Marshall Berman, author and educator, dead at 72

NEW YORK (AP) — Marshall Berman, an author, philosopher and educator whose optimistic, humanist writings on economics, art and culture were shaped by his early and lasting immersion in the works of Karl Marx, has died. He was 72.

Fellow author Todd Gitlin says Berman, a native New Yorker and longtime Manhattan resident, died Wednesday of a heart attack while eating at one of his favorite Upper West Side diners, the Metro.

"Master lyric-analytic Marxist, defiant chronicler of cities, activist, sage, dear friend" was how Gitlin remembered Berman in a posting Thursday on Facebook.

Berman, a hirsute and heavyset man who could pass for a descendent of Marx, had a long and prolific life of the mind. He wrote several books, notably the 1982 publication "All That is Solid Melts Into Air"; served on the editorial board for the leftist magazine Dissent; contributed essays to The New York Times, The Nation and other publications, and taught politics at the City University of New York and the City College of New York.

He was class conscious for much of his life, but his intellectual awakening happened while he was an undergraduate at Columbia University, in the late 1950s. He came upon Marx's "Economic and Political Manuscripts of 1844" in a bookstore and was soon "in a sweat, melting, shedding clothes and tears, flashing hot and cold." Long after the Cold War ended, he remained openly influenced by Marx and interpreted his hero in ways that both delighted and infuriated critics.

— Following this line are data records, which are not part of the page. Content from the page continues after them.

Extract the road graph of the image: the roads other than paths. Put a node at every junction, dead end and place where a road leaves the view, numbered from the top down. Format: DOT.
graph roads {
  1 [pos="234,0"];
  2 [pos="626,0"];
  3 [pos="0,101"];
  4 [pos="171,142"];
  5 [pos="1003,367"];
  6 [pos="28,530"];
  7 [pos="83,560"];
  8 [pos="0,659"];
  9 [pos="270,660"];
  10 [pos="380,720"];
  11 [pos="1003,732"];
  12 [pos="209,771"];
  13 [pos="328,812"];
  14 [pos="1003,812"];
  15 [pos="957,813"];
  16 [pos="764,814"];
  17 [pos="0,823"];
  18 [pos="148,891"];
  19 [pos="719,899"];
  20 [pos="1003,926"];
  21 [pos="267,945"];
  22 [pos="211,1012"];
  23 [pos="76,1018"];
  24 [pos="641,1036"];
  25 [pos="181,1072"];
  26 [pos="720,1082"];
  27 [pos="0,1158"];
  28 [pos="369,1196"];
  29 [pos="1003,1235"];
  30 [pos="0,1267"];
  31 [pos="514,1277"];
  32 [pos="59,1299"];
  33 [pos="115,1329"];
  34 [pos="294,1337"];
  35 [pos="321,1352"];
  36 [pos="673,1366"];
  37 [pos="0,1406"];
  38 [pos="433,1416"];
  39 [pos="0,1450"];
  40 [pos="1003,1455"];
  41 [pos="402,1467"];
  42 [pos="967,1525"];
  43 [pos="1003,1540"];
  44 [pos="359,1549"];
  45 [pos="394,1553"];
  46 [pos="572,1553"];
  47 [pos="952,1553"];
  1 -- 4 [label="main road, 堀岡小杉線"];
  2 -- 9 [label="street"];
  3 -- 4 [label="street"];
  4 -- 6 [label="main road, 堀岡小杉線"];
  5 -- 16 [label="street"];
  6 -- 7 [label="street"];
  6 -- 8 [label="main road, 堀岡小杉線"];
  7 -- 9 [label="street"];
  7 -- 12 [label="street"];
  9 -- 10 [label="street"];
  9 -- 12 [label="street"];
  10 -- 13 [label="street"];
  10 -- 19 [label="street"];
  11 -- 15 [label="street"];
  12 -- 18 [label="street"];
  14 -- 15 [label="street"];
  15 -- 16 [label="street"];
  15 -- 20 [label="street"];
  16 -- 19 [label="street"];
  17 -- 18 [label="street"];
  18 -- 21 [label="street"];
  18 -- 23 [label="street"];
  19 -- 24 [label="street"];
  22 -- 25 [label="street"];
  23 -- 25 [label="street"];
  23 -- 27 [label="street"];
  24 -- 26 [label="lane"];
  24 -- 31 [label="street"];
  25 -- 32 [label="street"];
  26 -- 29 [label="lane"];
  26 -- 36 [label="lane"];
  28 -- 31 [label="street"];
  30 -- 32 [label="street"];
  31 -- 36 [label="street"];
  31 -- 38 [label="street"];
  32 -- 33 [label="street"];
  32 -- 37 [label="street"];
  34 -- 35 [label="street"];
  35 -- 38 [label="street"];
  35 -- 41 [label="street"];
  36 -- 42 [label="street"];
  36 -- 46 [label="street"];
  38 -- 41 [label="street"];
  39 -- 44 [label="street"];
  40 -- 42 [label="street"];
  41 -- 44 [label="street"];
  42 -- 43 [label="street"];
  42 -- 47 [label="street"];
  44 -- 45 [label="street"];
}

Berman was widely praised as an exuberant and lyrical prose stylist who made subjects ranging from Goethe's "Faust" to Brazilian architecture accessible to general readers. "What's most important about Marshall Berman's 'All That Is Solid Melts Into Air' is that it's a good read," Robert Christgau wrote in the Village Voice. "I embrace that cliché first of all to encourage people to read the damned thing, and I hope it helps."

His great subject was modernism, or life in the modern world, defined by Berman as confronting, and hopefully besting, "the immense bureaucratic organizations that have the power to control and often to destroy all communities, values, lives." He explored this struggle through literature, art, philosophy and architecture, whether the fiction of Dostoevsky or the proliferation of highways and other public works projects in New York City that Robert Moses masterminded in the mid-20th century.

Berman's detractors also credited him as original and stimulating, but faulted his views of history and of Marx. He called himself a Marxist humanist, and advocated a new way of perceiving Marx — not as scripture for Soviet bureaucrats, but as dynamic and disruptive, a guide for free thinkers, a man whose writings were "as open-ended, and hence as resilient and long-lived, as the capitalist system itself."

"This Marx never grows strident, nor does he ever seem to mention, let alone promote, revolution," Douglas A. Silva wrote in The New York Times in 1999. "According to Berman, people like Woody Guthrie, Arthur Miller and Studs Terkel have captured Marx's sentiments better than Lenin ever did. In fact, Berman believes that the American progressive tradition is the true repository of Marxist thought."

Berman's other books included "Adventures in Marxism" and "The Politics of Authenticity." He is survived by his wife, Shellie, and his children Eli and Danny.